Digital infrastructure, in particular, is subject to multiple overlapping authorities, unclear procurement processes, and rent-seeking by both public officials and politically connected business interests. Foreign companies entering this space often find themselves navigating a bureaucratic maze of people wanting to take a slice at every turn with little guarantee of legal protection or return on investment.

While the Prime Minister directed relevant agencies to “facilitate” SpaceX’s operations, the timeline for regulatory approval, licensing, and installation permits remains unclear and vulnerable to delay.

Iraqis have grown accustomed to state-led service provision, however flawed. The legacy of centralised, publicly owned utilities lingers, especially in areas like telecommunications. There is a scepticism toward foreign firms, seen by some as extractive or opportunistic, particularly when their entry coincides with broader economic privatisation initiatives.

Western companies have been met with caution or outright hostility, fuelled by nationalist narratives and memories of post-2003 reconstruction failures. Whether Starlink can avoid being pulled into these narratives is uncertain.

Thus far, Iraq’s telecoms sector is dominated by a handful of domestic players with deep ties to political parties and militia networks. The arrival of a disruptive technology provider like SpaceX could trigger resistance not only from bureaucratic quarters but from powerful commercial interests. These entities, some with paramilitary backing, are unlikely to welcome a player that threatens existing revenue streams, especially if its service undercuts state-sanctioned monopolies, which is will, for a better service.

Starlink’s potential utility, particularly in remote or underserved areas, is not in doubt. With large areas of western and southern Iraq still lacking reliable connectivity, satellite-based services offer a way to leapfrog infrastructure bottlenecks. They could enable better governance, education, emergency response and even support the decentralised delivery of healthcare. But the government’s ability to integrate such technologies into a digital strategy remains underdeveloped. Iraq still lacks a coherent national broadband plan, data protection laws are patchy, and cybersecurity remains mostly reactive rather than preventive.

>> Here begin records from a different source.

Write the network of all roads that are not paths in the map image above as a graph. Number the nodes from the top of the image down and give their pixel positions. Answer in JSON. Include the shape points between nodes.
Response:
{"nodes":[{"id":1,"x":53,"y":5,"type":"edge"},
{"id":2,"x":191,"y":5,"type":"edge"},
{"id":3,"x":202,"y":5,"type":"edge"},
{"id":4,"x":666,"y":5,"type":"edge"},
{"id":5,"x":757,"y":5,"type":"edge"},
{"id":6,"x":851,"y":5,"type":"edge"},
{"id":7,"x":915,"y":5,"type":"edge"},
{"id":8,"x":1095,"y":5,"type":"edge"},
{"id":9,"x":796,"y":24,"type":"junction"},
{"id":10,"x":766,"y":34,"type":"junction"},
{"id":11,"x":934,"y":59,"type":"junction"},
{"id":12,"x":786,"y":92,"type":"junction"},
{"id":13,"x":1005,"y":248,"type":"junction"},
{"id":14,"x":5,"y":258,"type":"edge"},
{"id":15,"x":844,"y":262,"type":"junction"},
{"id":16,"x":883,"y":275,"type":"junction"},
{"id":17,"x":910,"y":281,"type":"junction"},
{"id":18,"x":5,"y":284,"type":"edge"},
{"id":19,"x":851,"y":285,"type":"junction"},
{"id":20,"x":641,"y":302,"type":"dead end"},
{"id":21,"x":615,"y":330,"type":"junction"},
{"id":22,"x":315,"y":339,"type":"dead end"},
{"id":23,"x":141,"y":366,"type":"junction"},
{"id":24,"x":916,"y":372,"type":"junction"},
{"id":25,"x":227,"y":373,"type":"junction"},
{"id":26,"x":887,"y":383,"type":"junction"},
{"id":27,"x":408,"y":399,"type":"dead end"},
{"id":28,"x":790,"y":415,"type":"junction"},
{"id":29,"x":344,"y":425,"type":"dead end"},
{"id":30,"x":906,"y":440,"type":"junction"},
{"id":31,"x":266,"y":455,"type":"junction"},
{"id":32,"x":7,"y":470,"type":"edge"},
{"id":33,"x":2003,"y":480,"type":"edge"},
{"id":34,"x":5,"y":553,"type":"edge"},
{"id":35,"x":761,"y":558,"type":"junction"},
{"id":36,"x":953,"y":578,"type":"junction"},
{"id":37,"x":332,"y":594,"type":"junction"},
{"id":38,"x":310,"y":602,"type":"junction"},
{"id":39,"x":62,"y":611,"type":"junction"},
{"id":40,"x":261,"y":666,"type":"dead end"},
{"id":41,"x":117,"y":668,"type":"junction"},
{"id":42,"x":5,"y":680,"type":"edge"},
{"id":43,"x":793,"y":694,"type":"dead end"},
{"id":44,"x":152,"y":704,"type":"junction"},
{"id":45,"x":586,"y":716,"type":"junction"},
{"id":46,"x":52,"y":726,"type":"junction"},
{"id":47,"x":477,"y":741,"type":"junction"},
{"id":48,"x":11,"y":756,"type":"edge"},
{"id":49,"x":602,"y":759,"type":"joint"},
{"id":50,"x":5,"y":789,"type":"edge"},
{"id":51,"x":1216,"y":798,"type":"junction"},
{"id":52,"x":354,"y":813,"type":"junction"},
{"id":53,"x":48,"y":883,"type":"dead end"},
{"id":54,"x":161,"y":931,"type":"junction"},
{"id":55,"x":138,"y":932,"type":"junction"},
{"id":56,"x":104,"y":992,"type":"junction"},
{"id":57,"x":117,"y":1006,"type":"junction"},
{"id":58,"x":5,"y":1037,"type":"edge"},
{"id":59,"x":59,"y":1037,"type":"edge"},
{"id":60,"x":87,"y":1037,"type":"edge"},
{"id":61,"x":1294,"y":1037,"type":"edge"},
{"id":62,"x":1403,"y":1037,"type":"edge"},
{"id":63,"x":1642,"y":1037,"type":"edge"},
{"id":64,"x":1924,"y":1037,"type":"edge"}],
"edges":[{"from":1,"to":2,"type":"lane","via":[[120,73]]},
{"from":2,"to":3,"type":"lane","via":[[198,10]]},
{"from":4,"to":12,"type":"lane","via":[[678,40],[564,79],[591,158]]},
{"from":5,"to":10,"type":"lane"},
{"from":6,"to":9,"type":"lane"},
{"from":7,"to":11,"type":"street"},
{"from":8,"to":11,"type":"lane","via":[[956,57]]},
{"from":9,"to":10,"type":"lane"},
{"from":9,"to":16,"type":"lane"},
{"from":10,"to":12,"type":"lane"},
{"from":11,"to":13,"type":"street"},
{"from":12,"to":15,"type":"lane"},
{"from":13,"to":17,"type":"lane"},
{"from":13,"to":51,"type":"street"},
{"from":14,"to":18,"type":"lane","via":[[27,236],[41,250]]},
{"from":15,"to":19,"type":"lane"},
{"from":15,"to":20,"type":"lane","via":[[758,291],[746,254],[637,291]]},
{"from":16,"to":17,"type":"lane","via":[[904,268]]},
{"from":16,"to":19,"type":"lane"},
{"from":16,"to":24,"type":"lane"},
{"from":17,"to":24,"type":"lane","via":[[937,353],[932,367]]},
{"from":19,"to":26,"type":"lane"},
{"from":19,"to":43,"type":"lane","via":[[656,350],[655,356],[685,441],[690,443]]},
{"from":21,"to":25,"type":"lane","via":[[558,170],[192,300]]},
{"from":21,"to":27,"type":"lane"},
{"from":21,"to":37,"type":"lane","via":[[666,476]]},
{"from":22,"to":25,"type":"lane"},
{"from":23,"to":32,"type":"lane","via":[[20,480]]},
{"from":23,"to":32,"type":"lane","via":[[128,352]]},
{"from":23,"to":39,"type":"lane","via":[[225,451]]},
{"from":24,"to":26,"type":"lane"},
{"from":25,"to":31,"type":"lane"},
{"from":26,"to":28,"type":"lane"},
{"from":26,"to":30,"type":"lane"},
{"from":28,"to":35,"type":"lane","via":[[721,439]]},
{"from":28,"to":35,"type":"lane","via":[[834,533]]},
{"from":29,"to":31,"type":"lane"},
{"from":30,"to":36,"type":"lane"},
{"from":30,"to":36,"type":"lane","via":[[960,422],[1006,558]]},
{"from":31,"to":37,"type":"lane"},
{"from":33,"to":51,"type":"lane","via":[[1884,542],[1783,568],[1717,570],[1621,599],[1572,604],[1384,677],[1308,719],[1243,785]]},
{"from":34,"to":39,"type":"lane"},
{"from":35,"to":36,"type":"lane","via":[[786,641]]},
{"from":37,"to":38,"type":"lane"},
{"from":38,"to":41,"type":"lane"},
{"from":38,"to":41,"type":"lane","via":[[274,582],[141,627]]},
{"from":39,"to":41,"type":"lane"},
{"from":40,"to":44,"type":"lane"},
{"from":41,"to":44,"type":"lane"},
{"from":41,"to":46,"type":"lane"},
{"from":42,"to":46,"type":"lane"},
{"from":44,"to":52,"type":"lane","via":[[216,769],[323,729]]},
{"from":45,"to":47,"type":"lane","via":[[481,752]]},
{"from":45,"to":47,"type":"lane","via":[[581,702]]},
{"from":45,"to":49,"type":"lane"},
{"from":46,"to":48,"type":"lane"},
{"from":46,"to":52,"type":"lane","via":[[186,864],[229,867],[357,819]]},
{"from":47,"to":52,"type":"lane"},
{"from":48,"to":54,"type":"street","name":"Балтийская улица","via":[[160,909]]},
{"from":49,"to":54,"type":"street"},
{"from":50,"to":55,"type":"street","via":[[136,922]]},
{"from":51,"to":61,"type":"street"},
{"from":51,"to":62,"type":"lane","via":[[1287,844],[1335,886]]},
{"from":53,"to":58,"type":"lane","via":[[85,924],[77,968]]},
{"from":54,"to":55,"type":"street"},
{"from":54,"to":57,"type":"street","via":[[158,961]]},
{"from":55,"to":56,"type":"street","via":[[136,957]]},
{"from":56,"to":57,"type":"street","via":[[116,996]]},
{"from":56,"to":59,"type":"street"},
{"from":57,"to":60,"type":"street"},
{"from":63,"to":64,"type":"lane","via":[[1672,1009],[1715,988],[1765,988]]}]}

This makes the strategic embrace of SpaceX feel more like a political gesture than a well-defined policy shift. Al-Sudani’s emphasis on frameworks and the “strategic relationship with the United States” points to a geopolitical subtext. Amid growing Chinese and Iranian influence in Iraq’s tech and infrastructure sectors, a visible US tech footprint offers symbolic and diplomatic weight. But symbolism will not dismantle bureaucratic time wasting or institutional mistrust.

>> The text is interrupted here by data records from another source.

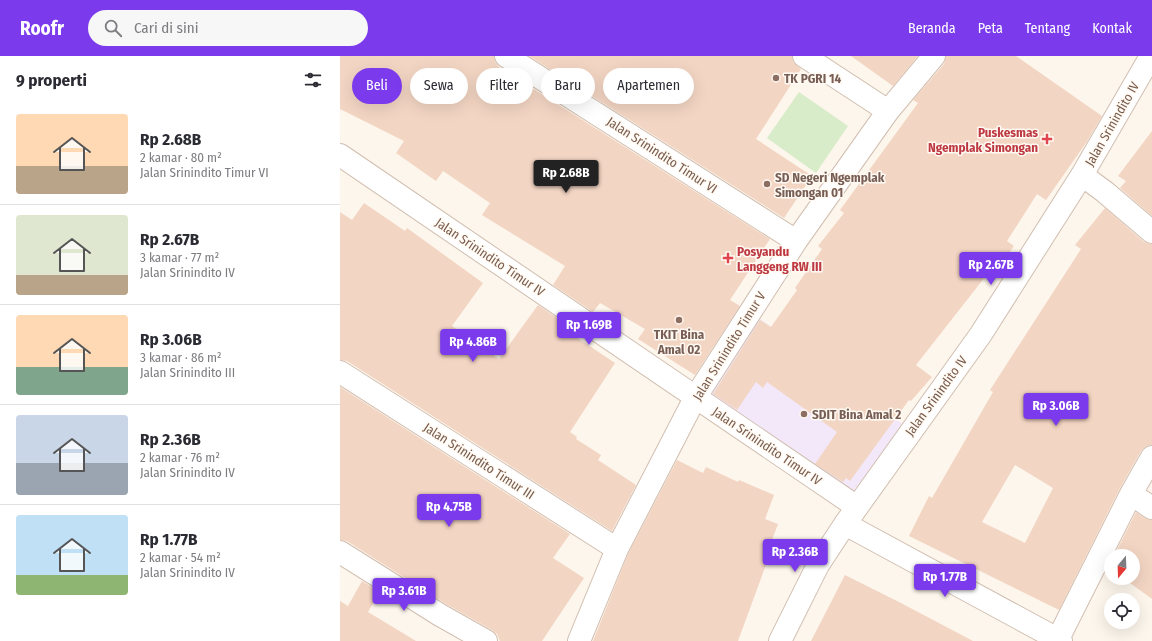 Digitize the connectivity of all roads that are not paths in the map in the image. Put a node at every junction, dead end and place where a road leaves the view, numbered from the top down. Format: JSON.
{"nodes":[{"id":1,"x":506,"y":56,"type":"edge"},
{"id":2,"x":804,"y":56,"type":"edge"},
{"id":3,"x":934,"y":56,"type":"edge"},
{"id":4,"x":1151,"y":56,"type":"edge"},
{"id":5,"x":888,"y":111,"type":"junction"},
{"id":6,"x":340,"y":155,"type":"edge"},
{"id":7,"x":1082,"y":175,"type":"junction"},
{"id":8,"x":1152,"y":232,"type":"edge"},
{"id":9,"x":796,"y":242,"type":"junction"},
{"id":10,"x":340,"y":372,"type":"edge"},
{"id":11,"x":695,"y":398,"type":"junction"},
{"id":12,"x":1152,"y":457,"type":"edge"},
{"id":13,"x":1131,"y":494,"type":"junction"},
{"id":14,"x":1152,"y":508,"type":"edge"},
{"id":15,"x":851,"y":516,"type":"junction"},
{"id":16,"x":617,"y":549,"type":"junction"},
{"id":17,"x":340,"y":552,"type":"edge"},
{"id":18,"x":1059,"y":640,"type":"edge"},
{"id":19,"x":486,"y":641,"type":"edge"},
{"id":20,"x":579,"y":641,"type":"edge"},
{"id":21,"x":780,"y":641,"type":"edge"}],
"edges":[{"from":1,"to":9,"type":"street","name":"Jalan Srinindito Timur VI"},
{"from":2,"to":5,"type":"street"},
{"from":3,"to":5,"type":"street","name":"Jalan Srinindito Timur V"},
{"from":4,"to":7,"type":"street","name":"Jalan Srinindito IV"},
{"from":5,"to":9,"type":"street","name":"Jalan Srinindito Timur V"},
{"from":6,"to":11,"type":"street","name":"Jalan Srinindito Timur IV"},
{"from":7,"to":8,"type":"street"},
{"from":7,"to":15,"type":"street","name":"Jalan Srinindito IV"},
{"from":9,"to":11,"type":"street","name":"Jalan Srinindito Timur V"},
{"from":10,"to":16,"type":"street","name":"Jalan Srinindito Timur III"},
{"from":11,"to":15,"type":"street","name":"Jalan Srinindito Timur IV"},
{"from":11,"to":16,"type":"street","name":"Jalan Srinindito Timur V"},
{"from":12,"to":13,"type":"street"},
{"from":13,"to":14,"type":"street"},
{"from":13,"to":18,"type":"street"},
{"from":15,"to":18,"type":"street"},
{"from":15,"to":21,"type":"street","name":"Jalan Srinindito IV"},
{"from":16,"to":20,"type":"street","name":"Jalan Srinindito Timur V"},
{"from":17,"to":19,"type":"street"}]} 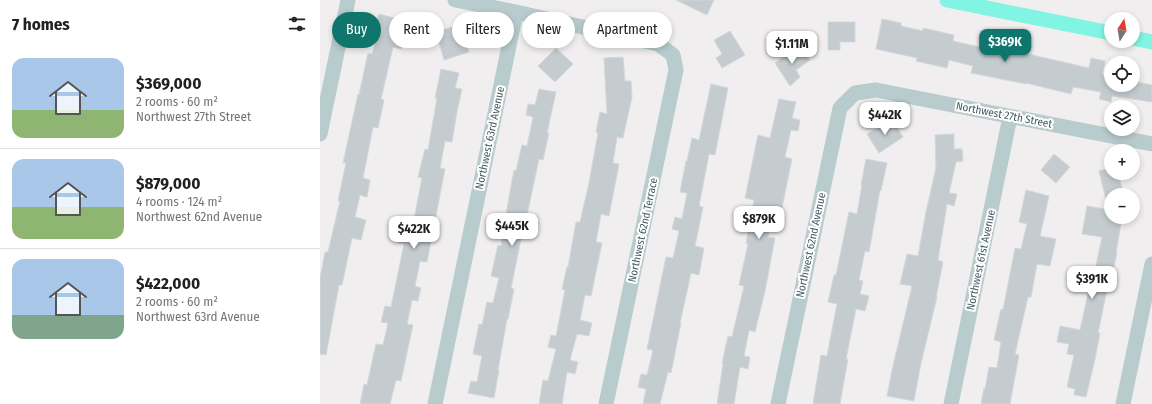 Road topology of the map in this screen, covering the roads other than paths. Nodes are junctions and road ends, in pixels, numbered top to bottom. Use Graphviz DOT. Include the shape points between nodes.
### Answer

For SpaceX, the risks are substantial. Iraq has a record of inconsistent policy enforcement and sudden reversals. Even after government approval, projects can stall or collapse under pressure from local power brokers or community resistance. Elon Musk’s ventures are known for bypassing conventional protocols, but the Iraqi context demands deeper political and cultural sensitivity.

Starlink’s success in Iraq will hinge not on technology alone, but on its ability to operate within a fragmented, opaque system where deals are often not what they appear to be.

Can Iraq move beyond rhetorical openness to genuinely integrate foreign tech into its public infrastructure?

Will SpaceX be given a regulatory and operational space free of political manipulation? Or will this project, like so many before it, get lost in the gap between ambition and capacity?

Sadly, as we head towards the elections, Al-Sudani is likely to make many promises he won’t be keeping.